Akhir musim dingin, seluruh keluargaku mati. Kedua orang tuaku dan ketiga saudaraku mati dengan mulut penuh busa. Aku ingat bagaimana mereka berteriak merintih kesakitan, mengaung dan menggeliat - geliat sebelum mereka mati. Aku tahu rasanya. Awalnya saat cairan itu masuk kedalam mulut, lidahku seperti terbakar dan seketika aku tidak bisa merasakannya. Lalu tanpa terasa cairan itu seolah merayap masuk ke tenggorokan. Aneh sekali, tidak seperti yang kubayangkan.
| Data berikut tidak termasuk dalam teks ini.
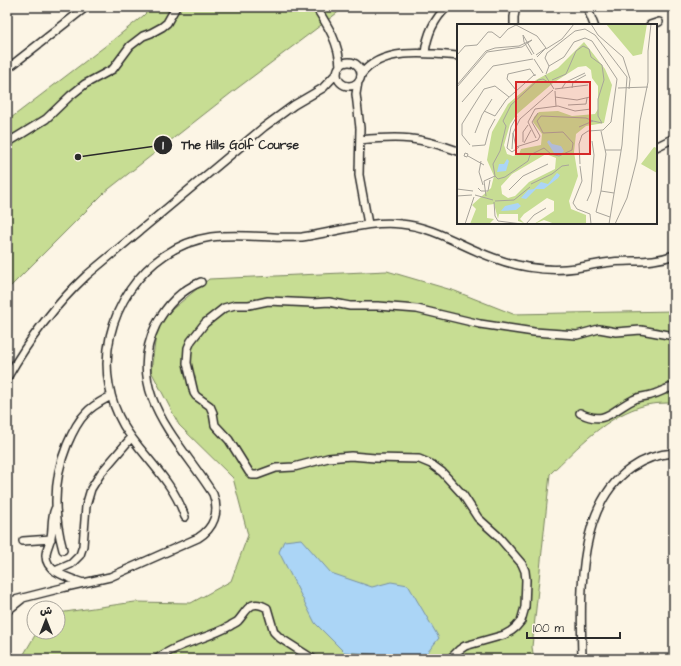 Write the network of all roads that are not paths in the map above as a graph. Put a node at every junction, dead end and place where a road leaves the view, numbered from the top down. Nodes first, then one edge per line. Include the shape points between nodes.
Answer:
1 (86, 7) edge
2 (176, 7) edge
3 (316, 7) edge
4 (447, 7) edge
5 (516, 7) edge
6 (588, 7) edge
7 (659, 22) dead end
8 (514, 24) edge
9 (594, 24) edge
10 (653, 24) edge
11 (337, 47) junction
12 (425, 53) junction
13 (457, 56) edge
14 (377, 61) junction
15 (349, 62) junction
16 (357, 65) junction
17 (7, 69) edge
18 (338, 69) junction
19 (360, 78) junction
20 (345, 85) junction
21 (323, 88) junction
22 (356, 97) junction
23 (674, 138) edge
24 (360, 140) junction
25 (7, 143) edge
26 (657, 147) edge
27 (457, 151) edge
28 (368, 224) junction
29 (674, 255) edge
30 (201, 282) dead end
31 (674, 336) edge
32 (7, 378) edge
33 (674, 387) edge
34 (111, 396) junction
35 (580, 413) dead end
36 (131, 438) junction
37 (674, 453) edge
38 (56, 507) junction
39 (185, 517) dead end
40 (51, 540) junction
41 (23, 541) dead end
42 (63, 550) dead end
43 (55, 571) junction
44 (83, 583) junction
45 (24, 598) junction
46 (7, 602) edge
47 (7, 611) edge
48 (157, 659) edge
49 (313, 659) edge
50 (450, 659) edge
51 (582, 659) edge

1 - 17 street
2 - 25 street via 162,27 130,46 113,69 82,86 46,119
3 - 11 street
4 - 12 street via 431,29
5 - 8 street
6 - 9 street
7 - 10 street
11 - 15 street
11 - 18 street
12 - 13 street
12 - 14 street
14 - 16 street
14 - 19 street
15 - 16 street
15 - 18 street
16 - 19 street
18 - 20 street via 338,80
18 - 21 street
19 - 20 street via 353,85
19 - 22 street
20 - 21 street
20 - 22 street
21 - 32 street via 274,119 87,275 42,324
22 - 24 street
23 - 26 street
24 - 27 street via 410,138
24 - 28 street via 360,175
28 - 29 street via 397,223 421,227 492,257 518,266 535,268 563,269 608,262 650,261
28 - 34 street via 298,237 212,237 192,242 163,257 136,282 117,313 110,333 107,354
30 - 44 street via 182,292 163,314 151,337 146,368 151,395 161,419 214,494 217,506 215,519 208,530 198,538 120,573
31 - 50 street via 641,330 616,332 599,329 577,335 534,332 480,324 417,309 350,306 329,302 268,301 249,305 235,304 224,308 194,335 187,355 194,392 210,406 215,425 229,440 235,453 252,475 339,456 418,460 431,464 463,495 478,518 522,564 526,580 525,607 521,621 504,635 465,646
33 - 35 street via 636,398 607,416 594,418
34 - 36 street via 121,422
34 - 38 street via 86,413 72,434 57,475
36 - 39 street via 169,484
36 - 43 street via 101,473 91,489 86,506 80,555 71,564
37 - 51 street via 647,459 628,470 609,489 598,511 589,535 584,561
38 - 40 street via 52,519
38 - 42 street
40 - 41 street
40 - 43 street via 46,559
43 - 44 street
44 - 45 street
45 - 46 street
45 - 47 street
48 - 49 street via 176,648 213,635 238,621 251,606 262,605 267,608 274,632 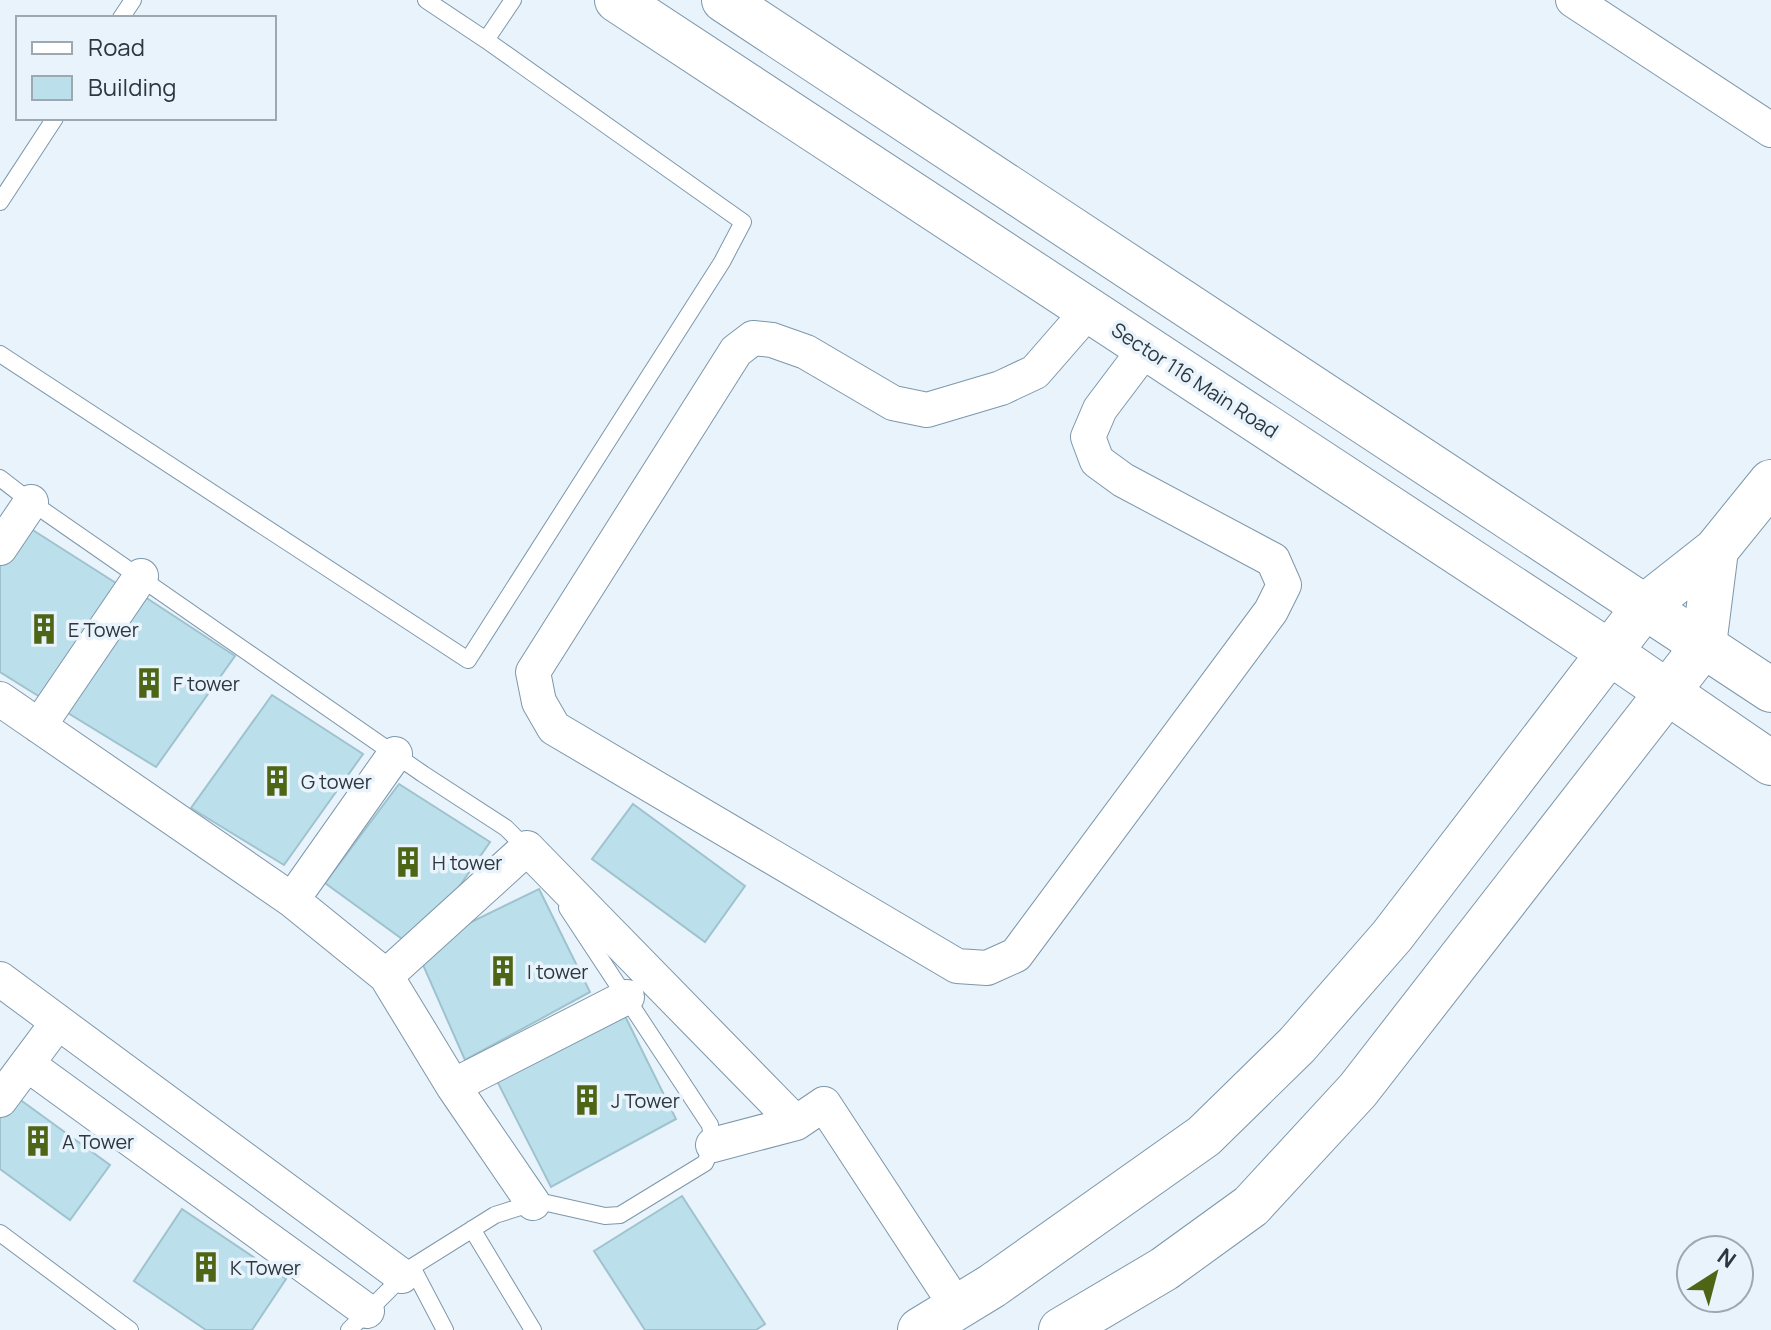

Cairan ini seperti lipas berkaki seribu, menyengat dan membakar. Kerongkonganku mungkin sudah hancur. Aku mencekiknya dengan erat agar lipas itu segera mati. Tapi percuma saja, tenggorokanku seolah sedang direbus, bergerak seperti air mendidih. Argh! Aku mencekiknya sekali lagi. Kali ini mati kau! Alih-alih mati, lipas itu malah kembali merayap lebih dalam. Ia kali ini menyebar ke seluruh tubuhku. Mereka bergerak di seluruh aliran darahku dan tanpa komandoku tubuhku kejang- kejang. Saraf rasa sakitku seperti dipasak. Mulai terdengar seperti suara seorang mendengkur. Suara siapa itu aku tak tahu karena yang lain sudah kupastikan telah mati. Mungkin itu suaraku. Seperti suara sapi yang disembelih. Mengerikan. Mengenaskan. Aku melihat keselilingku dengan pandangan yang kabur. Bukan hanya pandanganku, seluruh inderaku terasa menguap dan hilang di udara. Suara detik jam mulai tertelan oleh kehampaan. Bau anyir darah yang tumpah dan tergenang di seluruh penjuru mulai sirna. Aku mulai kehilangan kesadaranku. Hahaha. Menyenangkan. Semuanya telah berakhir. Hari ini, di malam akhir musim dingin yang panjang dan gelap.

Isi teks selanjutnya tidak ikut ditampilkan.